* _Dataset content_
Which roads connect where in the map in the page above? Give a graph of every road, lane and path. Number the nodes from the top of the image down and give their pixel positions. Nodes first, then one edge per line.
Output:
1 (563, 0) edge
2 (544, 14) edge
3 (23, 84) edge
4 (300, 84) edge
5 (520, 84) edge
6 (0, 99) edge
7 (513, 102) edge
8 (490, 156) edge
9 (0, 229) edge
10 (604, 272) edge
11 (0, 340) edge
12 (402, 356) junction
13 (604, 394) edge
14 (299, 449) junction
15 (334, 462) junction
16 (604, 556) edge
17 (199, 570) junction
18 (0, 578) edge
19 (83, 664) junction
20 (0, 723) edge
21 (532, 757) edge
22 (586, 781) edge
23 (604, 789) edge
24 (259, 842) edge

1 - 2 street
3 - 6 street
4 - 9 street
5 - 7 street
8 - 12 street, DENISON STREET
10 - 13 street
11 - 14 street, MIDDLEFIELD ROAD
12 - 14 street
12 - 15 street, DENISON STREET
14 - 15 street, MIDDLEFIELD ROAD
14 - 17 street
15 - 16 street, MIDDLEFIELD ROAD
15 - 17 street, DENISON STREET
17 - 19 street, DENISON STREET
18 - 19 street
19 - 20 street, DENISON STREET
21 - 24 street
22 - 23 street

* _About this exercise_
Write out the listing exactly, keeping every character.

* _Written response_
Which roads connect where in the map in the page above? Give a graph of every road, lane and path. Number the nodes from the top of the image down and give their pixel positions. Nodes first, then one edge per line.
Output:
1 (563, 0) edge
2 (544, 14) edge
3 (23, 84) edge
4 (300, 84) edge
5 (520, 84) edge
6 (0, 99) edge
7 (513, 102) edge
8 (490, 156) edge
9 (0, 229) edge
10 (604, 272) edge
11 (0, 340) edge
12 (402, 356) junction
13 (604, 394) edge
14 (299, 449) junction
15 (334, 462) junction
16 (604, 556) edge
17 (199, 570) junction
18 (0, 578) edge
19 (83, 664) junction
20 (0, 723) edge
21 (532, 757) edge
22 (586, 781) edge
23 (604, 789) edge
24 (259, 842) edge

1 - 2 street
3 - 6 street
4 - 9 street
5 - 7 street
8 - 12 street, DENISON STREET
10 - 13 street
11 - 14 street, MIDDLEFIELD ROAD
12 - 14 street
12 - 15 street, DENISON STREET
14 - 15 street, MIDDLEFIELD ROAD
14 - 17 street
15 - 16 street, MIDDLEFIELD ROAD
15 - 17 street, DENISON STREET
17 - 19 street, DENISON STREET
18 - 19 street
19 - 20 street, DENISON STREET
21 - 24 street
22 - 23 street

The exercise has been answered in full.